晩年の母との暮らしを詠んだ第2歌集。
第29回若山牧水賞受賞。
金魚さんゐなくなつたと不安げな母に指さす水槽の中
親族が集ふ場にゐて妻のないわれは薄墨めいて座りぬ
歯ブラシとヘアーブラシを迷ひつつ母はもごもご歯磨きをする
今朝採つたキュウリ二本を母に見せ喜んでゐる母をよろこぶ
普通人の生活ありたる更地には墓標のごとく立つ水道栓
昼風呂の湯気に煙りてシャンプーが人形のごと窓辺にならぶ
先送りできる余裕のあることが若さだつたか月明かりの日々
わが亡父(ちち)は逆さまになり朝を待つ母が片付けしテーブルの上
高山さんはわが母のこと介護職の方には息子さんと呼ばれる
生きるとは死ぬまで生きむとする力テーブルの海に母の手泳ぐ
1首目、「ここにいるよ」と教えて、その都度母を安心させている。
2首目、結婚式や葬式などの場では夫婦や家族が一つの単位になる。
3首目、認知症の母との生活。
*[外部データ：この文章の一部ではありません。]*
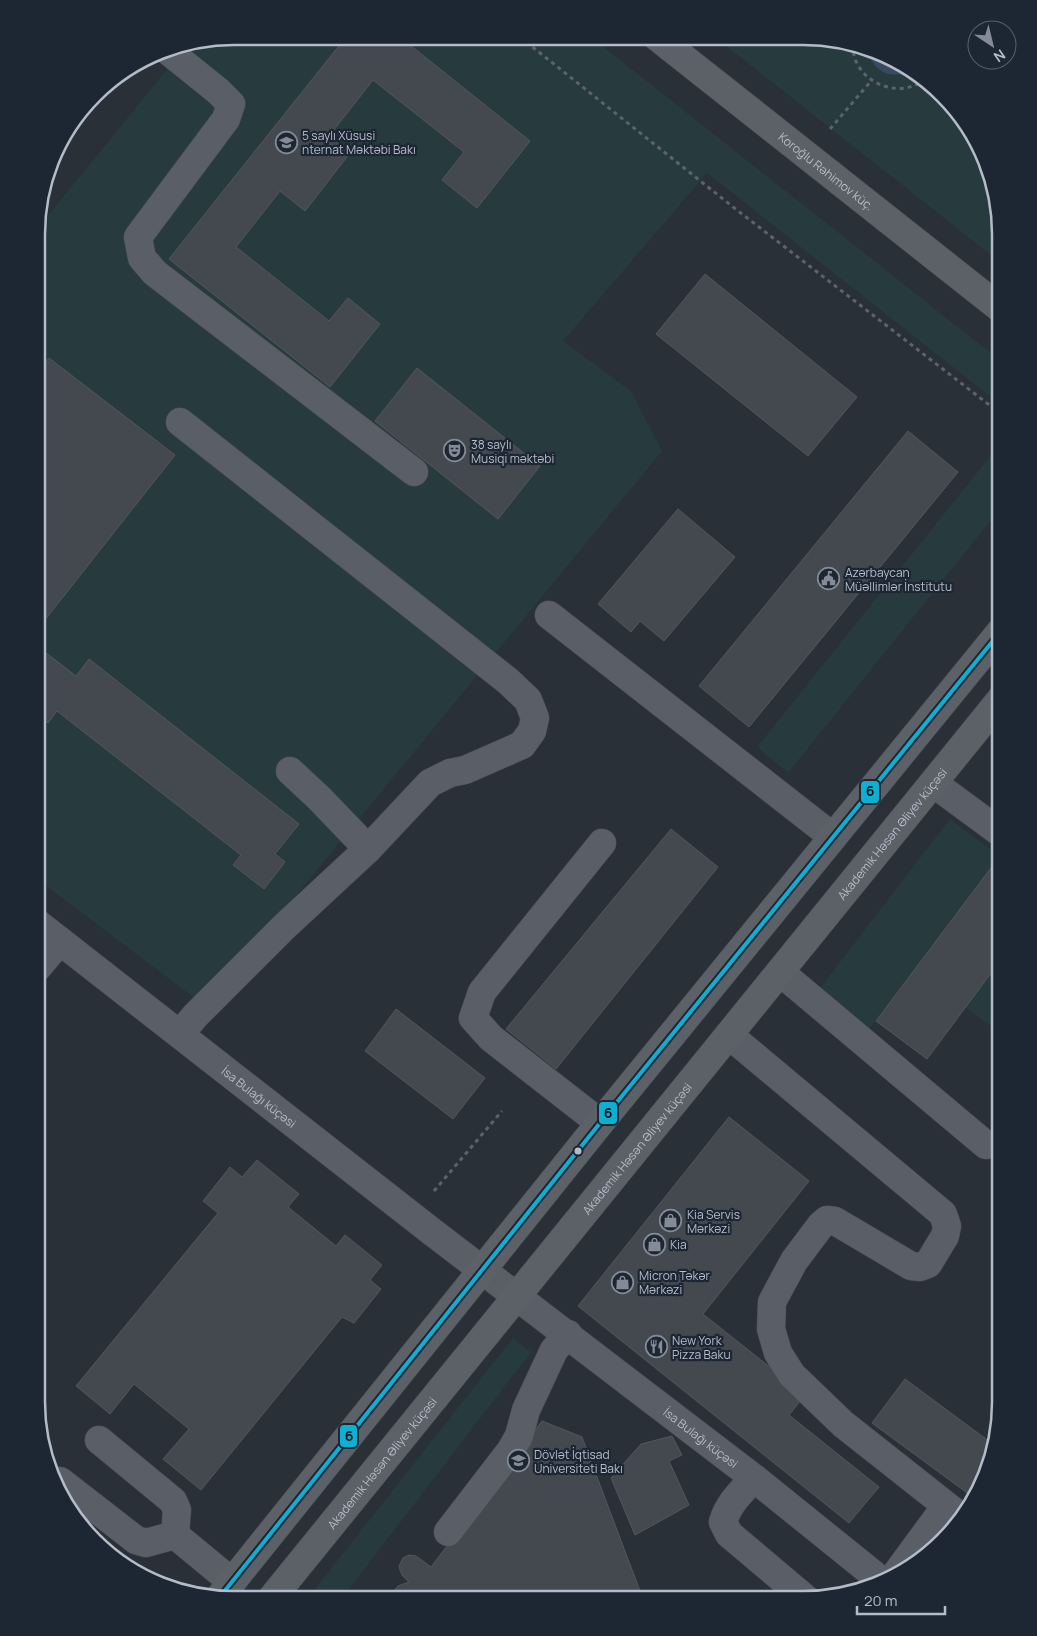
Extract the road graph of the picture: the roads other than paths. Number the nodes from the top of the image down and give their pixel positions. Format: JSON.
{"nodes":[{"id":1,"x":665,"y":45,"type":"edge"},
{"id":2,"x":173,"y":55,"type":"edge"},
{"id":3,"x":992,"y":302,"type":"edge"},
{"id":4,"x":180,"y":422,"type":"dead end"},
{"id":5,"x":414,"y":472,"type":"dead end"},
{"id":6,"x":549,"y":615,"type":"dead end"},
{"id":7,"x":992,"y":642,"type":"edge"},
{"id":8,"x":992,"y":710,"type":"edge"},
{"id":9,"x":290,"y":771,"type":"dead end"},
{"id":10,"x":933,"y":783,"type":"junction"},
{"id":11,"x":992,"y":826,"type":"edge"},
{"id":12,"x":833,"y":837,"type":"junction"},
{"id":13,"x":602,"y":844,"type":"dead end"},
{"id":14,"x":368,"y":849,"type":"junction"},
{"id":15,"x":45,"y":930,"type":"edge"},
{"id":16,"x":60,"y":942,"type":"junction"},
{"id":17,"x":45,"y":959,"type":"edge"},
{"id":18,"x":780,"y":972,"type":"junction"},
{"id":19,"x":180,"y":1034,"type":"junction"},
{"id":20,"x":729,"y":1035,"type":"junction"},
{"id":21,"x":600,"y":1123,"type":"junction"},
{"id":22,"x":986,"y":1145,"type":"dead end"},
{"id":23,"x":483,"y":1270,"type":"junction"},
{"id":24,"x":517,"y":1295,"type":"junction"},
{"id":25,"x":568,"y":1334,"type":"junction"},
{"id":26,"x":99,"y":1440,"type":"dead end"},
{"id":27,"x":754,"y":1478,"type":"junction"},
{"id":28,"x":65,"y":1485,"type":"edge"},
{"id":29,"x":954,"y":1512,"type":"edge"},
{"id":30,"x":448,"y":1532,"type":"dead end"},
{"id":31,"x":175,"y":1535,"type":"junction"},
{"id":32,"x":914,"y":1555,"type":"edge"},
{"id":33,"x":876,"y":1576,"type":"edge"},
{"id":34,"x":226,"y":1590,"type":"edge"},
{"id":35,"x":278,"y":1591,"type":"edge"},
{"id":36,"x":797,"y":1591,"type":"edge"}],
"edges":[{"from":1,"to":3,"type":"main road","name":"Koroğlu Rəhimov küç."},
{"from":2,"to":5,"type":"street"},
{"from":4,"to":14,"type":"street"},
{"from":6,"to":12,"type":"street"},
{"from":7,"to":12,"type":"main road"},
{"from":8,"to":10,"type":"main road","name":"Akademik Həsən Əliyev küçəsi"},
{"from":9,"to":14,"type":"street"},
{"from":10,"to":11,"type":"street"},
{"from":10,"to":18,"type":"main road","name":"Akademik Həsən Əliyev küçəsi"},
{"from":12,"to":21,"type":"main road"},
{"from":13,"to":21,"type":"street"},
{"from":14,"to":19,"type":"street"},
{"from":15,"to":16,"type":"street","name":"İsa Bulağı küçəsi"},
{"from":16,"to":17,"type":"street"},
{"from":16,"to":19,"type":"street","name":"İsa Bulağı küçəsi"},
{"from":18,"to":20,"type":"main road","name":"Akademik Həsən Əliyev küçəsi"},
{"from":18,"to":22,"type":"street"},
{"from":19,"to":23,"type":"street","name":"İsa Bulağı küçəsi"},
{"from":20,"to":24,"type":"main road","name":"Akademik Həsən Əliyev küçəsi"},
{"from":20,"to":29,"type":"street"},
{"from":21,"to":23,"type":"main road"},
{"from":23,"to":24,"type":"street","name":"İsa Bulağı küçəsi"},
{"from":23,"to":34,"type":"main road"},
{"from":24,"to":25,"type":"street","name":"İsa Bulağı küçəsi"},
{"from":24,"to":35,"type":"main road","name":"Akademik Həsən Əliyev küçəsi"},
{"from":25,"to":27,"type":"street","name":"İsa Bulağı küçəsi"},
{"from":25,"to":30,"type":"street"},
{"from":26,"to":31,"type":"street"},
{"from":27,"to":33,"type":"street","name":"İsa Bulağı küçəsi"},
{"from":27,"to":36,"type":"street"},
{"from":28,"to":31,"type":"street"},
{"from":29,"to":32,"type":"street"},
{"from":31,"to":34,"type":"street"}]}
同じブラシでも大きさがだいぶ違う。
4首目、キュウリの収穫自体よりも母が喜んでくれたことが嬉しい。
5首目、解体された家の後に残る水道栓。比喩がうまく効いている。
6首目、窓の外が明るいので何本かある容器が人形のように見える。
7首目、年を取って気づくこと。時間がたっぷりあった頃との違い。
8首目、逆さまになった父の遺影。悲しいような微笑ましいような。
9首目、介護の場面ではこうなる。利用者である母が中心の関係性。
10首目、生きようとする力が人間の心にも身体にも備わっている。
2024年7月7日、ながらみ書房、2300円。